Harapan Presiden Korsel Moon Jae-in akan komunikasi dan dialog yang lebih baik dengan Korut mewakili perasaan banyak kalangan. Hanya dengan saluran komunikasi yang lancar, masalah di antara dua negara itu dapat diatasi.
Oleh
Redaksi
·2 menit baca
Korea Selatan dan Korea Utara dulu terpisah akibat pertarungan besar ideologi. Zaman berubah dan pertarungan ideologi itu sirna. Sayangnya, mereka tetap terpisah.
Perpisahan keduanya ditandai dengan meletusnya Perang Korea pada 1950-an. Korut mendapat dukungan dari kubu komunis pada saat itu, sedangkan Korsel dibantu terutama oleh Blok Barat. Perang secara teknis masih berlangsung sampai sekarang. Belum ada perjanjian damai permanen di antara mereka. Hanya ada kesepakatan gencatan senjata sementara.
Korut lantas berkembang sebagai negara otoriter yang para penguasanya berasal dari satu keluarga.
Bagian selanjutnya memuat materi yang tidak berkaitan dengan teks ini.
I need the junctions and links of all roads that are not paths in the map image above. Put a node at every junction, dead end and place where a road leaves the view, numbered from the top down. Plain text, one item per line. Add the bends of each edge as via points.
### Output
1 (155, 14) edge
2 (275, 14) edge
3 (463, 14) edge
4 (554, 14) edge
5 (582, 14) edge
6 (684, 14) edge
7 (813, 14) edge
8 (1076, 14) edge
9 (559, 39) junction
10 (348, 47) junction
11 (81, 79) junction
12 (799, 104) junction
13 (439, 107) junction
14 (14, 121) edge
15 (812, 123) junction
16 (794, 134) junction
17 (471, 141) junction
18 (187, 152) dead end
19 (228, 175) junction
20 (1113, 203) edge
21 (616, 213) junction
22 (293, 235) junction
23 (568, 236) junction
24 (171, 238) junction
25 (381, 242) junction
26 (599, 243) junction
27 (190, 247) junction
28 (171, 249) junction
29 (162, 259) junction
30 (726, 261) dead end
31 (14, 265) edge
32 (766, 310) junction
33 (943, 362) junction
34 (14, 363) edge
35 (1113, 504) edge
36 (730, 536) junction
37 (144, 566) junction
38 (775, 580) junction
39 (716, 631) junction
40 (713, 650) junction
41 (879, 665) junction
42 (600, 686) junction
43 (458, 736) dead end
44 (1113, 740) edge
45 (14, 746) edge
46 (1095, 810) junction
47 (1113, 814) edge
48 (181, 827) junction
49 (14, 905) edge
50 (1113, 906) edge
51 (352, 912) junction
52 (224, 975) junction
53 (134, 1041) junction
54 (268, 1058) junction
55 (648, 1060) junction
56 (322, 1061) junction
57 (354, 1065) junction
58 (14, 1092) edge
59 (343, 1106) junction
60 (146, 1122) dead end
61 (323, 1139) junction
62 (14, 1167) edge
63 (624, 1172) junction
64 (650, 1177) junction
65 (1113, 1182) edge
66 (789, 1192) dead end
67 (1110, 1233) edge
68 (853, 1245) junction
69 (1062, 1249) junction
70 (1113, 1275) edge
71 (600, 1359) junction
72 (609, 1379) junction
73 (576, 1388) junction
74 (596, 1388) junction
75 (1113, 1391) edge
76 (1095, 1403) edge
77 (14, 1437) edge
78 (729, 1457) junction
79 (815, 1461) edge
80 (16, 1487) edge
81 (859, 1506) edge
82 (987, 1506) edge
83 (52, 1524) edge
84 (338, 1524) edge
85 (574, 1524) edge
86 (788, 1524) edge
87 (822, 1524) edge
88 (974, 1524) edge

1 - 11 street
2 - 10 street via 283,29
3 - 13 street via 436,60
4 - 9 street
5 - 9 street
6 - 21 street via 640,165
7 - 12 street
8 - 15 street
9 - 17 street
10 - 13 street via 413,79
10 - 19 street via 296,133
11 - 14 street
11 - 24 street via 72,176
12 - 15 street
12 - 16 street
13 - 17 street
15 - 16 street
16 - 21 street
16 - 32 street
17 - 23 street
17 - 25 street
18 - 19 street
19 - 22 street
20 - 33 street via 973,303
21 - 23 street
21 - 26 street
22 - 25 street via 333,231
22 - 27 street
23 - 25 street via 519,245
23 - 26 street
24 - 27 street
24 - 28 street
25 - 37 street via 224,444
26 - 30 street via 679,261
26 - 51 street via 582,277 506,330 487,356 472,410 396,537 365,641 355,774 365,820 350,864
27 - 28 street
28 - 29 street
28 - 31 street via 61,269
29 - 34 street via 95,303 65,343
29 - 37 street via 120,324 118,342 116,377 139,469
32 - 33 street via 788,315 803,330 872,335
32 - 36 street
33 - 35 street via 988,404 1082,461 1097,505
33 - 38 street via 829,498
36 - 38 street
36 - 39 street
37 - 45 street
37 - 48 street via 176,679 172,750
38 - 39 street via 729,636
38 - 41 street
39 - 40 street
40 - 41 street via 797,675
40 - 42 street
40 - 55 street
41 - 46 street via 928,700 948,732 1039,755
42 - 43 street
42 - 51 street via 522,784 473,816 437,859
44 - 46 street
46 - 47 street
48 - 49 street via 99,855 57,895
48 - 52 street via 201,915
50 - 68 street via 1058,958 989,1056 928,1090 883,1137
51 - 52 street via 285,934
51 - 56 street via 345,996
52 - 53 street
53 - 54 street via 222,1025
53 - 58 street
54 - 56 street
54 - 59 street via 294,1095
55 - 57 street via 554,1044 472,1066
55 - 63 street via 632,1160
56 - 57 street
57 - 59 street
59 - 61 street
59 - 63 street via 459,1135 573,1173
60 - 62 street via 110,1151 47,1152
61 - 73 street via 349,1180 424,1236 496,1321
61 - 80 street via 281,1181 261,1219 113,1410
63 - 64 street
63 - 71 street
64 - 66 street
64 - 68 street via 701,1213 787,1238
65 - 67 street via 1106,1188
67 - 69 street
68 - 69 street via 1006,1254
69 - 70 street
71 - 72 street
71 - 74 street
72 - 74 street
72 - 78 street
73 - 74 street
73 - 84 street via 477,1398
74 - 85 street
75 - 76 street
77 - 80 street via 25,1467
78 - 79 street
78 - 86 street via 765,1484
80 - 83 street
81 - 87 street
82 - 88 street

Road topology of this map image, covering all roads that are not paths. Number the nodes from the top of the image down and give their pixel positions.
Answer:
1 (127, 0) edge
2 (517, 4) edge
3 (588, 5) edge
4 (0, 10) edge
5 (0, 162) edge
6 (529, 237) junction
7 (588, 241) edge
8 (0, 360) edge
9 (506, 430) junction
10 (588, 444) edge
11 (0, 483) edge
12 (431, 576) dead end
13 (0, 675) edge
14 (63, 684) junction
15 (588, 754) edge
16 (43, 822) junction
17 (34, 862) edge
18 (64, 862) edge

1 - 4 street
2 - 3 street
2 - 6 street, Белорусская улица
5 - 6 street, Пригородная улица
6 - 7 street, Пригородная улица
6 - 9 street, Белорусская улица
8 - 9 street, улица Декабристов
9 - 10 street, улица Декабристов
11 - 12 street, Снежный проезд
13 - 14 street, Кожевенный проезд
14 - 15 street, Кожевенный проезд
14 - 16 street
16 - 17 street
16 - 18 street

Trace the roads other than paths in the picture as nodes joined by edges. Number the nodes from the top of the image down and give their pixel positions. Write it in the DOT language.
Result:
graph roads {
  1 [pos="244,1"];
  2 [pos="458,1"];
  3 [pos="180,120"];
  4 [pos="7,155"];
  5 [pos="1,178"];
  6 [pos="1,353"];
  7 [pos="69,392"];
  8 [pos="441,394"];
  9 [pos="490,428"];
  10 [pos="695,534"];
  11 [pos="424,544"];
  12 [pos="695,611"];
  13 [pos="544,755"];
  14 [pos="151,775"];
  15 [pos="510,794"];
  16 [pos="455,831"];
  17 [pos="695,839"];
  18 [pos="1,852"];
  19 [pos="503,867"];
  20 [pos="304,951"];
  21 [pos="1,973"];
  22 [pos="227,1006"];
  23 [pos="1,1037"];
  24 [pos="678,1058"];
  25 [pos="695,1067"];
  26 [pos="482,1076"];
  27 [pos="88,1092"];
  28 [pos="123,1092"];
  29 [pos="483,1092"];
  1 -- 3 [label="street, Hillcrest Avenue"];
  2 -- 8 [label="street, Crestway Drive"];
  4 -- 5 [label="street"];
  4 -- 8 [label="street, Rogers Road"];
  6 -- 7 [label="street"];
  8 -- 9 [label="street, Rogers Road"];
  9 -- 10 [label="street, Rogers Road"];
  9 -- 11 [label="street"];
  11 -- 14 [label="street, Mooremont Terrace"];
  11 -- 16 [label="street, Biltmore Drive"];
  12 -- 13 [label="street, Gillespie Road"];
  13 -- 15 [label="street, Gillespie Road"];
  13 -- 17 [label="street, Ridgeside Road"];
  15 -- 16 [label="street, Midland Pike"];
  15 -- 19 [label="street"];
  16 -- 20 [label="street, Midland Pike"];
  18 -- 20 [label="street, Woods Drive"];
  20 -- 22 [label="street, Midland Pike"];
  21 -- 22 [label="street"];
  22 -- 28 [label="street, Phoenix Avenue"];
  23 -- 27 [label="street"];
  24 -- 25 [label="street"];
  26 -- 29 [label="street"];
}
Sistem ekonominya bersifat sentralistis. Negara menjadi penentu utama dinamika ekonomi domestik. Tidak ada pula kebebasan pers.
Saudaranya, Korsel, memilih jalur demokrasi liberal. Kebebasan politik dikombinasikan dengan kebebasan ekonomi dan akhirnya mengantar negara itu menjadi kekuatan penting industri teknologi di dunia. Salah satu produsen ponsel terbesar di dunia berbasis di Korsel. Budaya pop negara tersebut—musik dan film—mencapai jauh ke sudut-sudut dunia, termasuk ke Amerika Serikat.
Hubungan dua saudara Korsel-Korut penuh dinamika. Ada saatnya begitu mesra sehingga muncul harapan reunifikasi. Namun, ada saatnya pula hubungan keduanya tegang sehingga kenangan akan Perang Korea yang bengis segera muncul.
Pada pekan lalu, insiden menyedihkan terjadi di perairan perbatasan kedua negara. Seorang petugas perikanan Korsel meninggal akibat ditembak pasukan Korut. Sebelum ditembak, sang petugas sempat diinterogasi di perairan Korut selama enam jam.
Kubu oposisi dan para pengkritik menuduh pemerintahan Presiden Moon Jae-in bertindak secara tidak memadai. Otoritas Korsel dinilai gagal menolong warganya.
Kementerian Pertahanan Korsel lalu menjelaskan, saat itu sulit untuk berkomunikasi dengan Korut karena saluran komunikasi di antara keduanya buruk. Akibatnya, Korsel membutuhkan waktu lebih panjang untuk melakukan analisis intelijen dalam rangka mengetahui apa yang hendak dilakukan Korut terhadap petugas tersebut.
Di sisi lain, Korut memberikan sinyal cukup menarik. Pemimpin Korut Kim Jong Un meminta maaf atas insiden penembakan. Sementara Moon meminta maaf kepada rakyatnya. Ia mengakui pemerintahannya tak berhasil melindungi warga Korsel dalam insiden tersebut. Namun, ia menyerukan kepada Pyongyang agar tragedi di perairan perbatasan kedua negara dapat mengawali dialog dan komunikasi yang lebih baik antara Korsel dan Korut.
Harapan Moon akan komunikasi dan dialog yang lebih baik mewakili perasaan banyak kalangan. Hanya dengan saluran komunikasi yang lancar, masalah di antara dua saudara itu dapat diatasi. Hubungan Seoul-Pyongyang yang sempat membaik beberapa waktu lalu harus dikembalikan.